Beinahe ohne Stau kamen wir um 15:30 Uhr in der Studienstadt an. Auch meine Untermieterin stand pünktlich auf der Matte. Jetzt bin ich also wieder in meinem Zimmer mit der lila Wand zu Hause, dort, wo das Wort „Home“ schwarz auf weiß ebenfalls an der Wand verewigt ist und in dem mich mein Ergotherapieprojekt in Form von zwei gestalteten Holzpaletten mich immer daran erinnert, dass die Klinik mir das Leben gerettet hat und rückblickend betrachtet eine schwierige, aber auch eine gute Zeit war.
17 Uhr fuhren wir weiter und gegen 20 Uhr waren wir dann endlich bei meinem Papa zu Hause.

Es ist ein anderes Lebensgefühl hier. Manchmal geht es einigermaßen und im nächsten Moment schlägt die Schwere und Sinnlosigkeit zu. Ich kann nicht mal begründen, warum es mir alles so sinnlos vorkommt, aber es ist so. „Mondkind, da musst Du einfach noch ein letztes Mal durch“, hatte der Oberarzt über diese nächsten Monate gesagt. Auch, dass sie alles andere als einfach werden, aber dass es wohl sein muss, wenn ich irgendwann wieder zurückkommen möchte.

Ich vermisse diesen kleinen Ort in der Ferne unglaublich. Beinahe die ganze Nacht von Donnerstag auf Freitag habe ich mit Tränen in den Augen verbracht. Man hofft zwar, dass ich bald wieder komme und dass sich nicht viel geändert hat, aber man weiß es nicht. Es kann sein, dass es eine Zeit ist, an die man nicht anknüpfen kann.

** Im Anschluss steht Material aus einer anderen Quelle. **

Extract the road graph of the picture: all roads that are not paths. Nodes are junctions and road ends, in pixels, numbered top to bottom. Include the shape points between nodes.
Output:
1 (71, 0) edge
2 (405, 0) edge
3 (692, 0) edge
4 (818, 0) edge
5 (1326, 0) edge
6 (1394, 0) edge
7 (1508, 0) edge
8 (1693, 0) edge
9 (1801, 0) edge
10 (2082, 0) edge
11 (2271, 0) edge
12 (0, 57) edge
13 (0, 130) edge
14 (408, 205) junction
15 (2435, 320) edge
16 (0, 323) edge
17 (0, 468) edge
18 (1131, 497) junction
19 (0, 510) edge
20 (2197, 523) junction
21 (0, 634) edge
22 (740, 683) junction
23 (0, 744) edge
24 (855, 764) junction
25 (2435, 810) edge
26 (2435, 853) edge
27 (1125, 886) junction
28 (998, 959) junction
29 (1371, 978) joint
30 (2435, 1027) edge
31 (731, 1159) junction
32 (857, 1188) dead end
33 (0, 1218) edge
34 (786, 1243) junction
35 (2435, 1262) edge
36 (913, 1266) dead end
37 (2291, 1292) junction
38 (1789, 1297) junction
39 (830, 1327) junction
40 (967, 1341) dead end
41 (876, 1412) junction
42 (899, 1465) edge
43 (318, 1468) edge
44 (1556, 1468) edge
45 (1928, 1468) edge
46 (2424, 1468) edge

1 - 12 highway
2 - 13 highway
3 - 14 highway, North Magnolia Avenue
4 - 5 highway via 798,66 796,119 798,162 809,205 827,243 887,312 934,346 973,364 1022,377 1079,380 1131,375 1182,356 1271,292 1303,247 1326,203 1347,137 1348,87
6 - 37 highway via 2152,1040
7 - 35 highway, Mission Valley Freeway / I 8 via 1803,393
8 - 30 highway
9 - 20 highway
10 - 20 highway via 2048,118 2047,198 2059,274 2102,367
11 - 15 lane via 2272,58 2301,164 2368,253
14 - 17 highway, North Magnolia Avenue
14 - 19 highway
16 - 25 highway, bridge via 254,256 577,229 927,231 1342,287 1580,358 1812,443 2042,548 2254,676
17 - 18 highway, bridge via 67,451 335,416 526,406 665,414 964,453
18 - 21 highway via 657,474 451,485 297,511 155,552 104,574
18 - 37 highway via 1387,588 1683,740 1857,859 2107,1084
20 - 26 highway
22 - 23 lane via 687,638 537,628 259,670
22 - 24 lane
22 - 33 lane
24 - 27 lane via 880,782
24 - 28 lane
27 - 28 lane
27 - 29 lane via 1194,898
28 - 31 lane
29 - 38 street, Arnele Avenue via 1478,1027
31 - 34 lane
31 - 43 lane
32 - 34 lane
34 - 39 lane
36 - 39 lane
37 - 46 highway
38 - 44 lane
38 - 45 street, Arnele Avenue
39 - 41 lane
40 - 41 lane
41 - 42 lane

Für die ich zwar dankbar bin, dass es sie gegeben hat, aber die für immer der Vergangenheit angehört.
Und ein bisschen frage ich mich, warum ich am Donnerstag noch laut beim Oberdoc gezweifelt habe, ob es richtig ist, dort anzufangen mit arbeiten. Ich habe noch nie mein Herz so sehr an einen Ort verloren. Was sind da schon ein paar suboptimale Arbeitsbedingungen, die vielleicht auch Interpretationssache sind?

Ich bekomme immer noch von Freunden, die sich mit meiner Zukunft mehr beschäftigen als ich selbst, Jobangebote zugschickt. Ich weiß, ich könnte in meiner Studienstadt bleiben, ich könnte nach Heidelberg, Hamburg, Berlin oder Norwegen. Aber es  ist das Loch in der Seele, das hier ein bisschen kleiner ist. Weil es Menschen gibt, bei denen die Zeit einmal kurz still steht. In denen das Kind in mir mal kurzzeitig nicht rebelliert, weil es für den Augenblick alles hat, was es braucht. Und obwohl ich so lange darauf getrimmt wurde, dass Erfolg alles im Leben ist weiß ich heute, dass zumindest mich das nicht glücklich macht. Es sind Dinge, die sich nicht so einfach in eine Gleichung pressen lassen, die der Seele ein zu Hause geben.

Am Ende des Jahres wird – wie auch letztes Jahr – noch ein Rückblick auf das Jahr kommen. Zwar hasst meine Therapeutin solche sentimentalen Rückschwenke, aber ich brauche das. Einfach, um mir noch mal klar zu machen, was alles passiert ist und um festzuhalten, wo ich gedenke heute in einem Jahr zu stehen.